Saying Goodbye to Patti Kirk and Parentbooks (by Dinny Biggs)

A recent article in Now Magazine lamented the city’s loss from the closing of Parentbooks on Harbord Street. Local resident Dinny Biggs has sent us this story about the loss to the neighbourhood and to her personally. There are deep roots here!

For a long time, Patti Kirk has sold specialty books in different locations along Harbord Street. Now she has decided to close Parentbooks and retire from the bookselling business.

During the 1970s and 1980s, Patti and Marie Prins co-managed the Women’s Bookstore at 85 Harbord, and then at 73 Harbord after a devastating fire in the adjoining Morgentaler Clinic. By 1985 (Patti now with toddler twins), they recognized a niche for books specifically about parenting.

In 1986, Larry Smith, a long-time resident of Harbord Village, supported their hopes when he purchased the picturesque house at 201 Harbord from the Malacarne family of knife-sharpeners, and rented it to them for the new store they called Parentbooks. Patti’s husband Bill Elleker joined the store’s team soon after. In 2013 the store moved to the handsome brick building at 121 Harbord, renting the first floor (formerly Drum Travel), with Larry’s business occupying the upstairs.

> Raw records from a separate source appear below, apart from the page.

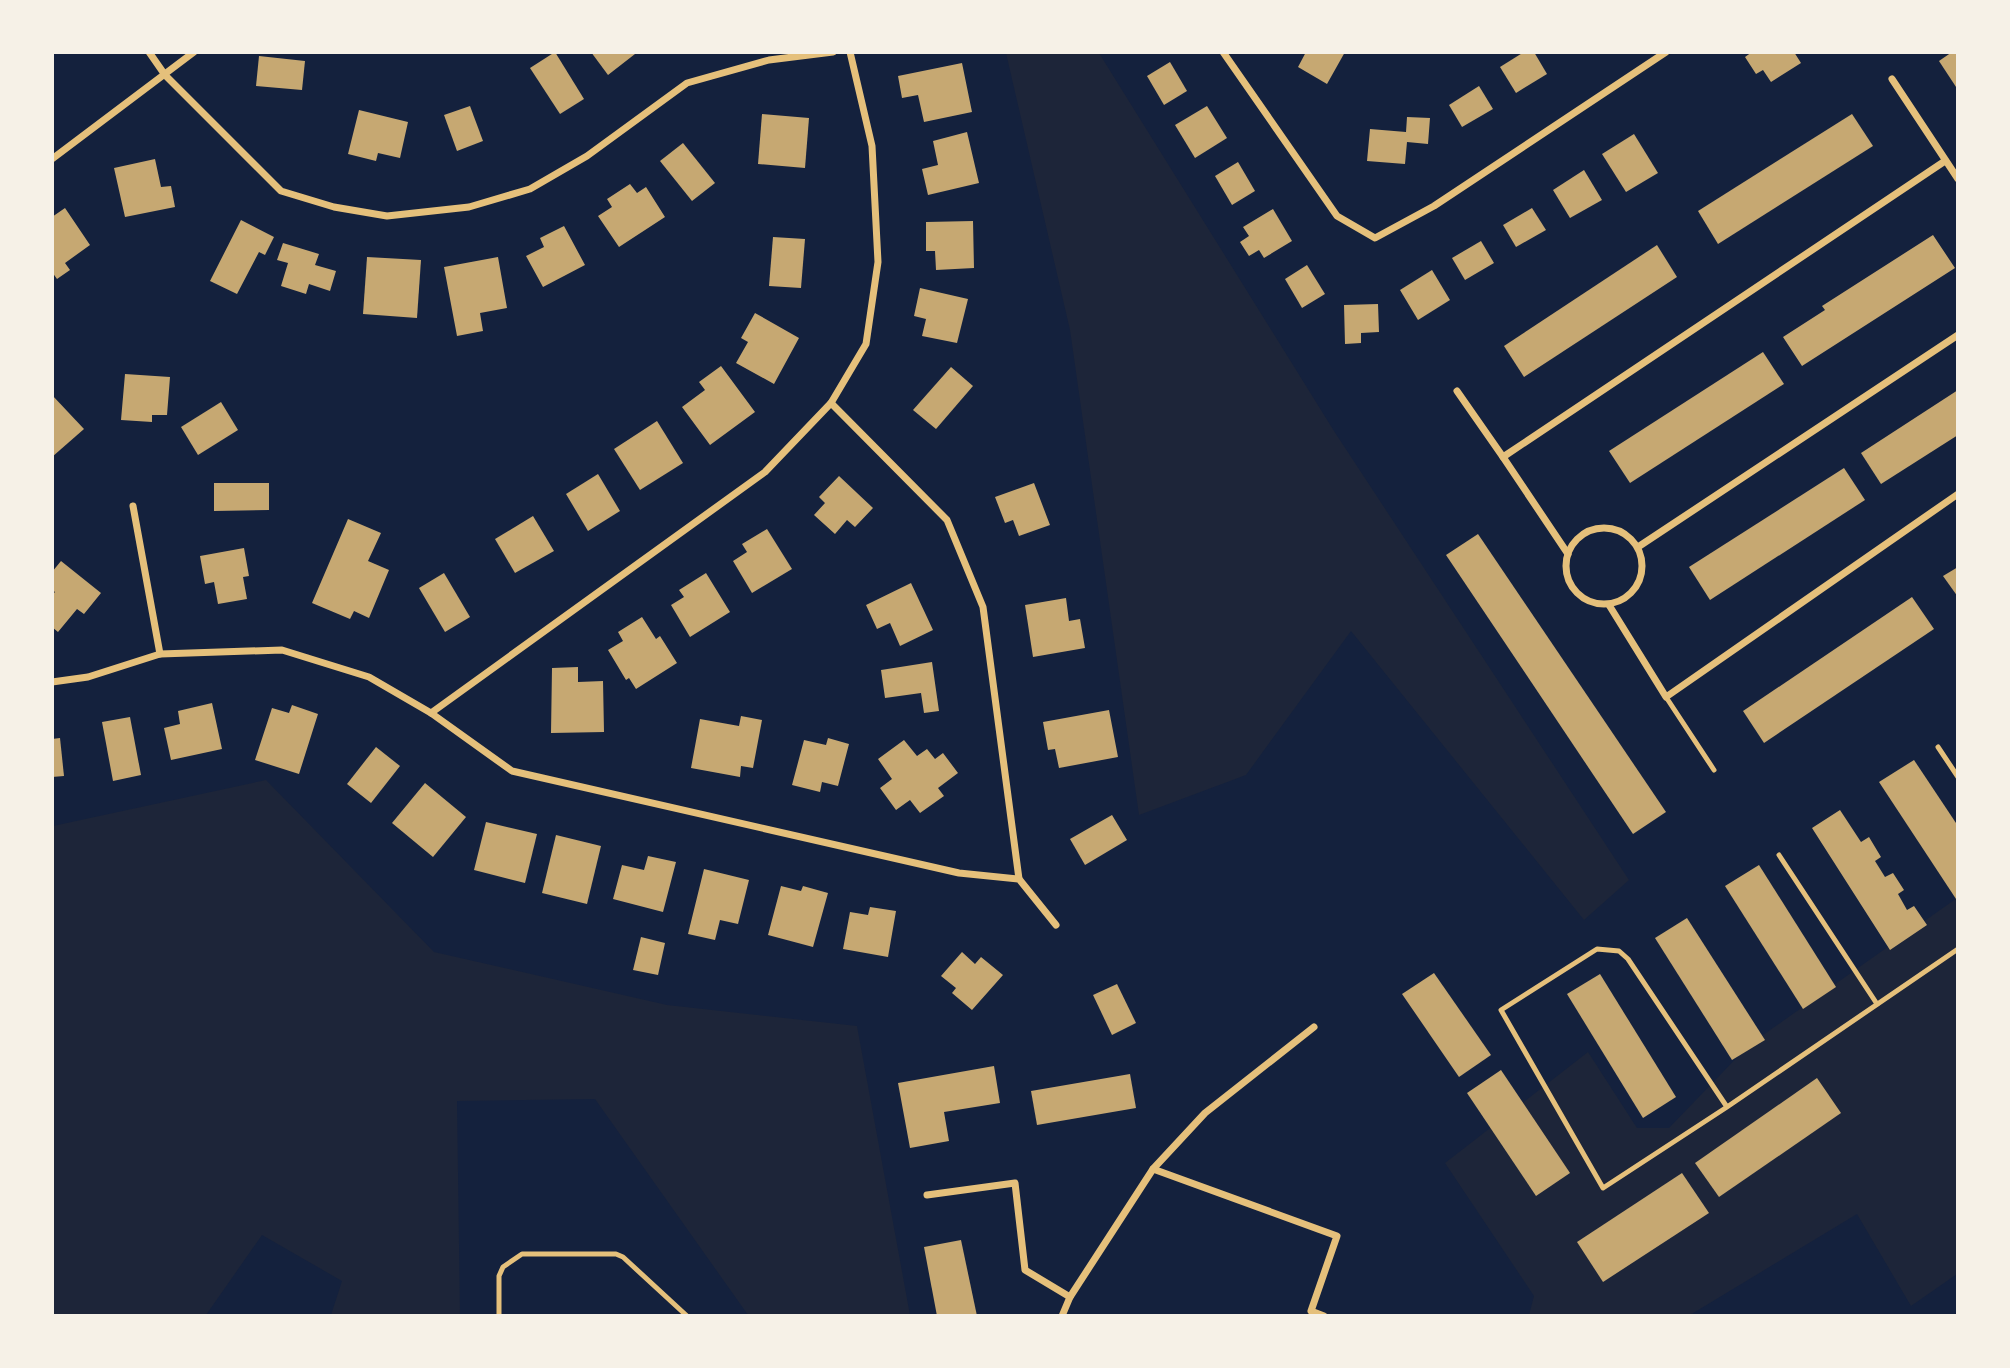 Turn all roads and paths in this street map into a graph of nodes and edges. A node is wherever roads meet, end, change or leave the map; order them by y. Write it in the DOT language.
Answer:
graph roads {
  1 [pos="149,52"];
  2 [pos="194,52"];
  3 [pos="833,52"];
  4 [pos="850,52"];
  5 [pos="1223,52"];
  6 [pos="1666,52"];
  7 [pos="165,75"];
  8 [pos="1892,79"];
  9 [pos="52,159"];
  10 [pos="1945,160"];
  11 [pos="1958,179"];
  12 [pos="1958,335"];
  13 [pos="1457,391"];
  14 [pos="831,404"];
  15 [pos="1503,457"];
  16 [pos="1958,494"];
  17 [pos="133,506"];
  18 [pos="1638,547"];
  19 [pos="1568,554"];
  20 [pos="1609,605"];
  21 [pos="160,654"];
  22 [pos="52,682"];
  23 [pos="1666,697"];
  24 [pos="431,713"];
  25 [pos="1938,747"];
  26 [pos="1714,770"];
  27 [pos="1958,777"];
  28 [pos="1779,855"];
  29 [pos="1020,879"];
  30 [pos="1056,925"];
  31 [pos="1958,949"];
  32 [pos="1877,1004"];
  33 [pos="1314,1027"];
  34 [pos="1727,1107"];
  35 [pos="1153,1169"];
  36 [pos="928,1195"];
  37 [pos="1070,1297"];
  38 [pos="499,1315"];
  39 [pos="687,1315"];
  40 [pos="1062,1315"];
  41 [pos="1324,1315"];
  1 -- 7 [label="street"];
  2 -- 7 [label="street"];
  3 -- 7 [label="street"];
  4 -- 14 [label="street"];
  5 -- 6 [label="street"];
  7 -- 9 [label="street"];
  8 -- 10 [label="street"];
  10 -- 11 [label="street"];
  10 -- 15 [label="street"];
  12 -- 18 [label="street"];
  13 -- 15 [label="street"];
  14 -- 24 [label="street"];
  14 -- 29 [label="street"];
  15 -- 19 [label="street"];
  16 -- 23 [label="street"];
  17 -- 21 [label="street"];
  18 -- 19 [label="street"];
  18 -- 20 [label="street"];
  19 -- 20 [label="street"];
  20 -- 23 [label="street"];
  21 -- 22 [label="street"];
  21 -- 24 [label="street"];
  23 -- 26 [label="lane"];
  24 -- 29 [label="street"];
  25 -- 27 [label="lane"];
  28 -- 32 [label="lane"];
  29 -- 30 [label="street"];
  31 -- 32 [label="lane"];
  32 -- 34 [label="lane"];
  33 -- 35 [label="street"];
  34 -- 34 [label="lane"];
  35 -- 37 [label="street"];
  35 -- 41 [label="street"];
  36 -- 37 [label="street"];
  37 -- 40 [label="street"];
  38 -- 39 [label="lane"];
}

Parentbooks PumpkinFest 2017121 Harbord
Parentbooks’ tables for PumpkinFest 2017

This last location proved the most satisfying, with more foot traffic and increased online sales. Parentbooks’ range of resources had expanded to include books for grandparents, midwives, and ECE teachers, and further resources supporting grief counseling, LGBTQ families and kids on the Autism spectrum. Patti also intentionally sought books by underrepresented writers, and resources with positive illustrations of kids from all backgrounds and family structures. The friendly and knowledgeable staff at Parentbooks could always be counted on to discuss suitable purchases.

In a phone interview on January 24, 2021, Patti recalled the tremendous support from Harbord Village residents as regular customers who helped spread the news about Parentbooks’ resources. In particular, she shared her appreciation for the recent surge in online and front-door pickup traffic that supported the store during pandemic restrictions. “It is a bittersweet decision,” she said, “to close Parentbooks after almost 35 years in business, but it is the right one for us at this time.”

Patti Kirk is a local hero in our community, providing an independent bookstore with a wide range of high-quality, inclusive resource books for all who interact with children. She is also a hero in her generosity to the neighbourhood. Parentbooks donated gift coupons for HVRA’s silent auctions, offered free books in a box by the front door, welcomed table displays during the annual Pumpkinfest, and posted plaques from the HVRA Oral History Project.

Speaking personally, I remember the cozy armchair by the front door as just the right size for a young reader exploring books. I remember the enticing book displays on the windowsills facing Harbord when I walked by.  And I have many happy memories of exploring the bookshelves, talking with informed staff and always being impressed by the different resources available that supported my overlapping roles with children as a teacher, parent, aunt, mentor and now, a grandparent.

I share the emotional response of many others at the news of Parentbooks’ closing. I remember going to the store feeling vulnerable with hard-to-ask questions, but always leaving feeling listened to and supported with helpful reading materials. It wasn’t just a store, and Patti was more than a bookstore owner. I think it was the store experience created by the owners and long-term staffers such as Leslie Chandler and Maureen Phillips when you walked in the door of Parentbooks. “It’s so hard when they start to cry,” commented Leslie after a loyal customer said thank-you and good-bye on a recent phone call.

Patti Kirk will be missed, as will the vision and dedication behind the important and unique collections that were available at the local Harbord Street store called Parentbooks.

Dinny Biggs, February, 2021
(all photos by Leslie Chandler)

(NOTE: Caversham Books at 98 Harbord confirm that they have taken over Parentbooks’ stock on Autism.)